Required action | Copy every line from the records below that carries the word "lines".

Information |
────────

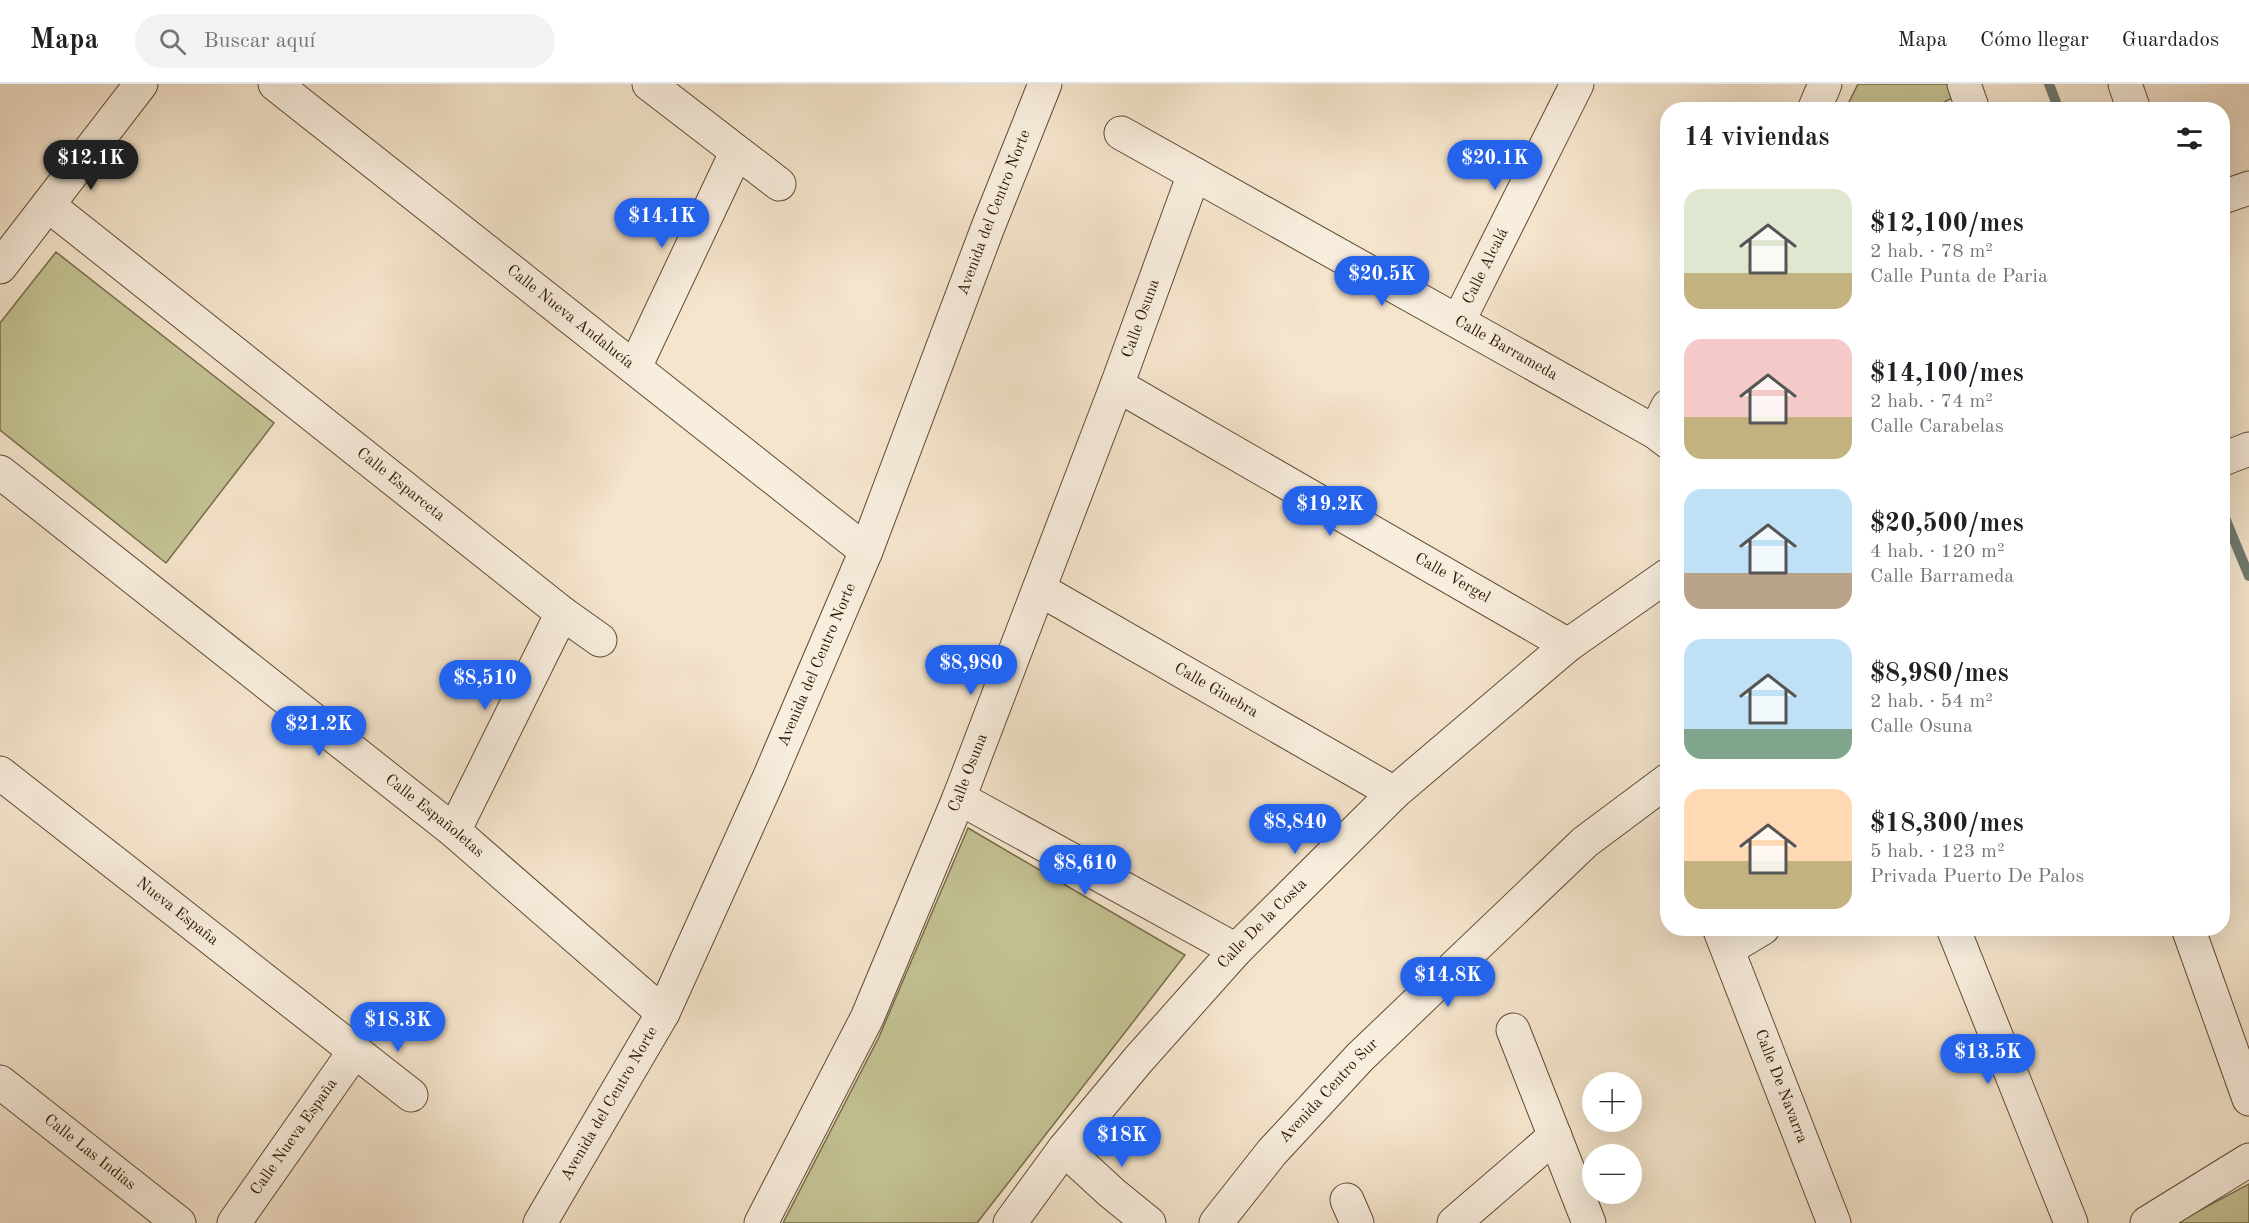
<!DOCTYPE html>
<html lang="es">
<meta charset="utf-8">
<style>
:root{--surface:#fff;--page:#f2f2f2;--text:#202124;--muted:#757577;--line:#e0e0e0;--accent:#2563eb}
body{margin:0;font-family:"Old Standard TT",serif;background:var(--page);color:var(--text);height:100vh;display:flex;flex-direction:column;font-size:22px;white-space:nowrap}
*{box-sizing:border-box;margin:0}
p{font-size:20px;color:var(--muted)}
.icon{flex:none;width:33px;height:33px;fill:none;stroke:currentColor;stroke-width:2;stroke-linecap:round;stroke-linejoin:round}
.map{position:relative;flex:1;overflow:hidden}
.side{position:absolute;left:1660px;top:18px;width:570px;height:834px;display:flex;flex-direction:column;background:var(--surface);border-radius:24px;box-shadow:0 6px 24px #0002}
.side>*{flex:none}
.buttons{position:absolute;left:1582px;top:988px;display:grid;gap:12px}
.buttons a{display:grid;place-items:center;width:60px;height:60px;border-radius:50%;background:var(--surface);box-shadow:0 6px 24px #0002;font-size:30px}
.price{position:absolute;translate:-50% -51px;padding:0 14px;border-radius:21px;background:var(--accent);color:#fff;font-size:20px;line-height:39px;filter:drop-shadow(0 2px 3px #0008)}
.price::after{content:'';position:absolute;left:50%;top:36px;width:18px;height:14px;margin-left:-9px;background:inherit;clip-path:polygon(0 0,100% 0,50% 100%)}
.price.active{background:#222;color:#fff}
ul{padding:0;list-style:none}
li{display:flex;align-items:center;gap:18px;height:150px;padding:0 24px}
li span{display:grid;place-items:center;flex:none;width:168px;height:120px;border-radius:18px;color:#555}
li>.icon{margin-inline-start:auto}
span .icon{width:72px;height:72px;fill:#fffc;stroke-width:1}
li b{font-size:26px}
h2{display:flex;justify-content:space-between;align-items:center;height:72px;padding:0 24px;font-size:26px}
header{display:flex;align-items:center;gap:36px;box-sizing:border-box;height:84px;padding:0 30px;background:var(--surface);border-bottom:2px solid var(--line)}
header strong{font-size:28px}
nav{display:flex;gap:33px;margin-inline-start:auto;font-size:21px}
.search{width:420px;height:54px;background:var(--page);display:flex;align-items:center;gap:15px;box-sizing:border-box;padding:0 21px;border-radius:33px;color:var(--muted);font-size:22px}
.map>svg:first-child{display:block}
.green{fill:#c3c293;stroke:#786c4a;stroke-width:1.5}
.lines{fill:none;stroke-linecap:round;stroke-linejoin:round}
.stream{stroke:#717b73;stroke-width:10}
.minor-casing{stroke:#604a33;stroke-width:35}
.minor{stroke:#f8eede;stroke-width:33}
.labels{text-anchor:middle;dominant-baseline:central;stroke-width:4.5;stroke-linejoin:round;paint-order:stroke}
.street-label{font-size:16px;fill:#2e1700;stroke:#f8eede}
</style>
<header>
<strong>Mapa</strong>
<div class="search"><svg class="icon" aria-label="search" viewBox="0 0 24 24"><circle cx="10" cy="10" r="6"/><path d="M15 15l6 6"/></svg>Buscar aquí</div>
<nav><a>Mapa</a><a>Cómo llegar</a><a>Guardados</a></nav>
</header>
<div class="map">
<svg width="2249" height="1139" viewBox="0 0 2249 1139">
<rect width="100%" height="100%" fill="#f5e5cd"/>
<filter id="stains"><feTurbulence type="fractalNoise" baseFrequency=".00333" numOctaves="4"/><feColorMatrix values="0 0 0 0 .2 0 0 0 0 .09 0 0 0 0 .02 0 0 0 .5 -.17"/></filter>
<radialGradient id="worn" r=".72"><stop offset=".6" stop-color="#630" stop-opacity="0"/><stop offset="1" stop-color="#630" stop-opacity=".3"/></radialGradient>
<!-- green -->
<g class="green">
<path d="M 1858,0 L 1951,0 L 1956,12 L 1931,25 L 1845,26 Z"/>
<path d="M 56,168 L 274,339 L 166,479 L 0,346 L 0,239 Z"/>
<path d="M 968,744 L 1185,871 L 977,1139 L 783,1139 L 879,953 Z"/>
<path d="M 2249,1100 L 2249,1139 L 2176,1139 Z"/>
</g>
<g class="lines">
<!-- stream -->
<g class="stream">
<path d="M 2049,0 L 2059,26"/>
<path d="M 2223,429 L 2249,492"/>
</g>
<defs>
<g id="minor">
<path id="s1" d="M 275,0 L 866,467"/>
<path d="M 649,0 L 779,100"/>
<path d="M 1964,0 L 1973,26"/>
<path d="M 2125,0 L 2134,26"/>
<path d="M 1814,26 L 1825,0"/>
<path id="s2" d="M 1121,49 L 1655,348 L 1668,358"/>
<path d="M 2223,113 L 2249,104"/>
<path id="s3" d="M 48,121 L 562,529 L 600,556"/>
<path d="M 0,183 L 141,0"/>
<path id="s4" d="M 1459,236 L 1577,0"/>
<path d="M 635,283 L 736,69"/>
<path id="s5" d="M 1117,301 L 1568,561"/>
<path d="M 1655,348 L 1668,322"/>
<path d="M 2223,375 L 2249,365"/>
<path id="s6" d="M 0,388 L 454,747 L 663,929"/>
<path id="s7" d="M 1039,505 L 1394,709"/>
<path id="s8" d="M 0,689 L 411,1011"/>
<path d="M 959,714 L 1236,866"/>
<path d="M 454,747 L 562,529"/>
<path id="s9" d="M 1719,844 L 1834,1139"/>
<path d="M 1953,844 L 2071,1139"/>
<path d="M 2188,844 L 2249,1015"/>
<path d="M 1728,865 L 1763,844"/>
<path d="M 1513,946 L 1589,1139"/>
<path id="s10" d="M 0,998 L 179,1139"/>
<path d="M 1064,1065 L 1112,1109 L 1149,1139"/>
<path d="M 1347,1116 L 1357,1139"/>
<path id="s11" d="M 234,1139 L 354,968"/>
<path id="s12" d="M 540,1139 L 663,929 L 769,694 L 866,467 L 988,143 L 1045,0"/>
<path id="s13" d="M 761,1139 L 867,934 L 959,714 L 1117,301 L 1194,90"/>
<path id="s14" d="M 1010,1139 L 1064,1065 L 1138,976 L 1236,866 L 1394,709 L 1568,561 L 1668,491"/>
<path id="s15" d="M 1216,1139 L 1272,1068 L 1360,973 L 1585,758 L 1668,696"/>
<path d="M 1454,1139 L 1555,1052"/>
<path d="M 2147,1139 L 2249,1076"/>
</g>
</defs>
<!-- minor casing -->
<use href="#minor" class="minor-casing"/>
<!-- minor -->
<use href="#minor" class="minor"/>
</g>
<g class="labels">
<!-- street labels -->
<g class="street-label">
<text stroke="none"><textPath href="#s12" startOffset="1110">Avenida del Centro Norte</textPath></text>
<text stroke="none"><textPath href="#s4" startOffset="60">Calle Alcalá</textPath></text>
<text stroke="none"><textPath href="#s1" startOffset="376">Calle Nueva Andalucía</textPath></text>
<text stroke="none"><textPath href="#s13" startOffset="982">Calle Osuna</textPath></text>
<text stroke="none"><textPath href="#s2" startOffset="441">Calle Barrameda</textPath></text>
<text stroke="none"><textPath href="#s3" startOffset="450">Calle Esparceta</textPath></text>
<text stroke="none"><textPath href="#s5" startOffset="387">Calle Vergel</textPath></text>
<text stroke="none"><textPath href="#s12" startOffset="624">Avenida del Centro Norte</textPath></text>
<text stroke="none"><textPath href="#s7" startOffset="204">Calle Ginebra</textPath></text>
<text stroke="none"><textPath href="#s13" startOffset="496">Calle Osuna</textPath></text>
<text stroke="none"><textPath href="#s6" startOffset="554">Calle Españoletas</textPath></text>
<text stroke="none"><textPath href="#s8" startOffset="225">Nueva España</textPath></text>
<text stroke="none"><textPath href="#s14" startOffset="392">Calle De la Costa</textPath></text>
<text stroke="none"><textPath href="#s9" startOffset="170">Calle De Navarra</textPath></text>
<text stroke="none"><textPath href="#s15" startOffset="174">Avenida Centro Sur</textPath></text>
<text stroke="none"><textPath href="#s12" startOffset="138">Avenida del Centro Norte</textPath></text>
<text stroke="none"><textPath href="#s11" startOffset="105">Calle Nueva España</textPath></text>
<text stroke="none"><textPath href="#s10" startOffset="114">Calle Las Indias</textPath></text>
</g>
</g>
<rect width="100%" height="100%" filter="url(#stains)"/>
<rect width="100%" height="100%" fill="url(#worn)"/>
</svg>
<div class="buttons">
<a>+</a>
<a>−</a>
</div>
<b class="price active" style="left:91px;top:107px">$12.1K</b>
<b class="price" style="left:1495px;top:107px">$20.1K</b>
<b class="price" style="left:662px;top:165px">$14.1K</b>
<b class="price" style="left:1382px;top:223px">$20.5K</b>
<b class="price" style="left:1330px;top:453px">$19.2K</b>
<b class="price" style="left:971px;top:612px">$8,980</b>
<b class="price" style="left:485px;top:627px">$8,510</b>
<b class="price" style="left:319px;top:673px">$21.2K</b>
<b class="price" style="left:1295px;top:771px">$8,840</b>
<b class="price" style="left:1085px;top:812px">$8,610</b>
<b class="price" style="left:1448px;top:924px">$14.8K</b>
<b class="price" style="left:398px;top:969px">$18.3K</b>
<b class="price" style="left:1988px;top:1001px">$13.5K</b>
<b class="price" style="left:1122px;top:1084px">$18K</b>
<section class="side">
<h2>14 viviendas<svg class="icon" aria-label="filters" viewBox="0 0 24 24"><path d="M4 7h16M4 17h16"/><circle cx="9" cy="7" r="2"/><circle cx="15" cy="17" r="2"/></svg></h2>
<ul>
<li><span style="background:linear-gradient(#dfe7d0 70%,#c2b280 0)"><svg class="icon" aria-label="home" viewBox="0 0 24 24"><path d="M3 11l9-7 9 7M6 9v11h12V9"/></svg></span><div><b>$12,100/mes</b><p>2 hab. · 78 m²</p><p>Calle Punta de Paria</p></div></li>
<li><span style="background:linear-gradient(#f6c9c9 65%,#c2b280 0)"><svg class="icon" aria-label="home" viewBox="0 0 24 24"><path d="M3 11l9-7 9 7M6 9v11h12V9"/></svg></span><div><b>$14,100/mes</b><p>2 hab. · 74 m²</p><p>Calle Carabelas</p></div></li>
<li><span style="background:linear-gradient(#bfe0f5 70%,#b9a48a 0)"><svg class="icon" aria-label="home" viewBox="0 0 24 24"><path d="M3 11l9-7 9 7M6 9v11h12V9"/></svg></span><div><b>$20,500/mes</b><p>4 hab. · 120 m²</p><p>Calle Barrameda</p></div></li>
<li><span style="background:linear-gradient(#bfe0f5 75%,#7fa58c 0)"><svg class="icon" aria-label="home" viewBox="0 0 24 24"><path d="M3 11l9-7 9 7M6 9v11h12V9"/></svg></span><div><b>$8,980/mes</b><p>2 hab. · 54 m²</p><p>Calle Osuna</p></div></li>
<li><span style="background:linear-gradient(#ffd9b3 60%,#c2b280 0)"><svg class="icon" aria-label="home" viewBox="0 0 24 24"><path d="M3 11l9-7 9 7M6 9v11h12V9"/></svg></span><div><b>$18,300/mes</b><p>5 hab. · 123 m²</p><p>Privada Puerto De Palos</p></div></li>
</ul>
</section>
</div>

────────

The completed task |
.lines{fill:none;stroke-linecap:round;stroke-linejoin:round}
<g class="lines">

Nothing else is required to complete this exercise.